Tak sampai di sana, rupanya rinduku masih harus berlanjut. Suamimu mencoba menemukan cara agar bisa mempertemukan kami. Karena hingga saat itu pun, ayahmu masih tak menerima aku–baik sebagai tukang kebun atau seseorang yang memberikan seluruh cinta pada putrinya. Atau ayahmu tak mengenali perbedaan di antara keduanya.
Empat puluh tahun berlalu. Akhirnya kami ditakdirkan bertemu kembali. Aku terbang dengan pesawat yang suamimu siapkan. Aku kembali ke kampung halaman dengan sepucuk surat yang kusimpan di dalam saku. Aku tak sabar ingin menyombongkan keromantisanku untukmu.
Kulihat rumahmu yang tak lagi hijau dengan kebun maupun pesona bunga yang dulu pernah kutanam.

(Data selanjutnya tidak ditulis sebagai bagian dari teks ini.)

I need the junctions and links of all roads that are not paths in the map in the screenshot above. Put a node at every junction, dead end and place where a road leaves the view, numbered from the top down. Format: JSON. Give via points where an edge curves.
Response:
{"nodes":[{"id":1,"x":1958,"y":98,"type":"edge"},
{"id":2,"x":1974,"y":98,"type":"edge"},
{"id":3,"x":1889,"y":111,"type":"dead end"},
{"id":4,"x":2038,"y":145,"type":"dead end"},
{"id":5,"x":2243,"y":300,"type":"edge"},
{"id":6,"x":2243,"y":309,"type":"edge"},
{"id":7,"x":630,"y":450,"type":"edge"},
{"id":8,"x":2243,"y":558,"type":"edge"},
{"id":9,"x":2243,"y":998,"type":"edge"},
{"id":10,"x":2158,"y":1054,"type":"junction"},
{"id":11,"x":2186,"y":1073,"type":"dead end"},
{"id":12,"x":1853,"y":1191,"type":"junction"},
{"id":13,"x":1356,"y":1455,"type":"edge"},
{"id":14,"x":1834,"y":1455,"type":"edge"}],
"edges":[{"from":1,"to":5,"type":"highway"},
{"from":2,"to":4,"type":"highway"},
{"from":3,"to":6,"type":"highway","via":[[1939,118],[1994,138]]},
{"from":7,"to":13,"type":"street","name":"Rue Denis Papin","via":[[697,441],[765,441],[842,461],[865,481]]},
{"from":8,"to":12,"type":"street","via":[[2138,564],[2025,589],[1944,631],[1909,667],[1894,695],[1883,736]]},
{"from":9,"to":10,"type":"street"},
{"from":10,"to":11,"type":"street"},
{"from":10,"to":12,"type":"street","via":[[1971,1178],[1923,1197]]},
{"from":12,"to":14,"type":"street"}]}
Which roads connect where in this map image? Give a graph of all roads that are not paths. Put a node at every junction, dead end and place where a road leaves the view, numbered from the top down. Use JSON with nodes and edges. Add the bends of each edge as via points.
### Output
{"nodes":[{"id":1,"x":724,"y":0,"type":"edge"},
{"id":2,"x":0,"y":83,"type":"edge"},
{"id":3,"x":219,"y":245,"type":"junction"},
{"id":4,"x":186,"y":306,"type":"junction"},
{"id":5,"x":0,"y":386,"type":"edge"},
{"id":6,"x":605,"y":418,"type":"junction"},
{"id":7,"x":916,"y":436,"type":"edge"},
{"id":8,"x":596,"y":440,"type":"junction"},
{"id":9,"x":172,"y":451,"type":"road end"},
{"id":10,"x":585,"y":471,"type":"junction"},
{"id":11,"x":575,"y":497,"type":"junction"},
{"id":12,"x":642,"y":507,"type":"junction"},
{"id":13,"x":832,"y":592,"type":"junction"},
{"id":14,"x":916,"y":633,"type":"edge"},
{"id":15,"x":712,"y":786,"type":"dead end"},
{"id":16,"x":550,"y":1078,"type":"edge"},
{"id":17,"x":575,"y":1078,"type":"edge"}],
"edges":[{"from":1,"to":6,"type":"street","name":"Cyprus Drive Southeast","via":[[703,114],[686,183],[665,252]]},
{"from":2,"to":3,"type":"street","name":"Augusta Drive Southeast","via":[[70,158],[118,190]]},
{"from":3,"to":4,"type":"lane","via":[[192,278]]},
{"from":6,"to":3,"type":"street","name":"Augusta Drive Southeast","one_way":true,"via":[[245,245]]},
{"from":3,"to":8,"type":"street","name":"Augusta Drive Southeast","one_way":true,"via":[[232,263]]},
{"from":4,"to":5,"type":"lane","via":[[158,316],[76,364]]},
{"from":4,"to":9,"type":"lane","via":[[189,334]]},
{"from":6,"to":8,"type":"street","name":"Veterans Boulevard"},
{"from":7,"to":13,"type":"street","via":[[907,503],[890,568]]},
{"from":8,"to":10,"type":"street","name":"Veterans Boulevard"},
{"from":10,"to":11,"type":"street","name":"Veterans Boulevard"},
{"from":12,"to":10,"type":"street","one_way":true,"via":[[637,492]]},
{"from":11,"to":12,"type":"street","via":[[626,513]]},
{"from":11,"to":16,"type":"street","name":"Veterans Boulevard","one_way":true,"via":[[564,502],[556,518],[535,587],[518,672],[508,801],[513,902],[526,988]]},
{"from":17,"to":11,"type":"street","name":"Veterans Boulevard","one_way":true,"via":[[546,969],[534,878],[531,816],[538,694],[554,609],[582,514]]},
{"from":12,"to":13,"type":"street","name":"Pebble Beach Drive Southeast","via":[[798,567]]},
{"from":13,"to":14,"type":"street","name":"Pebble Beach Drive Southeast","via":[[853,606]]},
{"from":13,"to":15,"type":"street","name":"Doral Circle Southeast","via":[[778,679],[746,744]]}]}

Tapi sungguh melegakan melihat bangku taman yang masih bersemayam di sana meski sudah sangat usang dan berkarat. Seketika, kenangan puluhan tahun silam kembali datang.
“Kemari,” ajak suamimu yang membawaku padamu.
Akhirnya, aku kembali bersua dengan kekasih yang telah lama kurindu-rindukan. Air mata tak terbendung ketika jantung ini kembali berdebar setelah 40 tahun berada jauh dari empunya. Dengan bangga, kubuka surat ini dan kubacakan dengan seluruh hati yang kucantumkan di dalamnya. Lalu perlahan, kukecup batu nisan yang mengukir nama cantikmu. Aku masih dan terus mencintaimu, Sayang. Sungguh.